DATA SUPPLIED:
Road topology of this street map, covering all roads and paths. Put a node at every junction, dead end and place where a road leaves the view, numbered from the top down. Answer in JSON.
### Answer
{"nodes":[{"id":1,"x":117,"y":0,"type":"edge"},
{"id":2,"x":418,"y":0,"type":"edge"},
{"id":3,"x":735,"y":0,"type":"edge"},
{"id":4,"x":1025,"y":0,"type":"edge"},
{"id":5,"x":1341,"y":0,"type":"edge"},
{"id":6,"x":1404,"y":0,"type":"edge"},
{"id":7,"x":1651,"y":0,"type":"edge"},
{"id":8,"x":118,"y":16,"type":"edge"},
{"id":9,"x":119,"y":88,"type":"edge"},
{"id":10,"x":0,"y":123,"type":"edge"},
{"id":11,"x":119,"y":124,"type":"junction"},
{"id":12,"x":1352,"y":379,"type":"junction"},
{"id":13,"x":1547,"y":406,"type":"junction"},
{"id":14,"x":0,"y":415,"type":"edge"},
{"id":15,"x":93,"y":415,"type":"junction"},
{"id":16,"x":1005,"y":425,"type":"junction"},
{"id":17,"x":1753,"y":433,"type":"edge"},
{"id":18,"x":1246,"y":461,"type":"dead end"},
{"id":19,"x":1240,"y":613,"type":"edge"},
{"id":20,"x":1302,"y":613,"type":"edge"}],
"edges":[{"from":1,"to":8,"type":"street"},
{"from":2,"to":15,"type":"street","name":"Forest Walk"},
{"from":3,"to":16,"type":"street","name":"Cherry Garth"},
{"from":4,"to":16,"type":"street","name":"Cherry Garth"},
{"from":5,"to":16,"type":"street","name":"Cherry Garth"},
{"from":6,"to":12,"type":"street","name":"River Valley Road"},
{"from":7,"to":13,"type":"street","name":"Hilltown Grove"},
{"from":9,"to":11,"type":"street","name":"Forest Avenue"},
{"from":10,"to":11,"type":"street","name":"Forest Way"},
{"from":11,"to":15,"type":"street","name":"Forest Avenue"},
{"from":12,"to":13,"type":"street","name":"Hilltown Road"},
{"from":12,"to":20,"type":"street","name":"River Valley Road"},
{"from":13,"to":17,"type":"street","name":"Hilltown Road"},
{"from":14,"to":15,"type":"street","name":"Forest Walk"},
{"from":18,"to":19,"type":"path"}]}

WHAT THE EXERCISE ASKS:
From the entries above, list each line with "Valley" in it.

REPLY:
{"from":6,"to":12,"type":"street","name":"River Valley Road"},
{"from":12,"to":20,"type":"street","name":"River Valley Road"},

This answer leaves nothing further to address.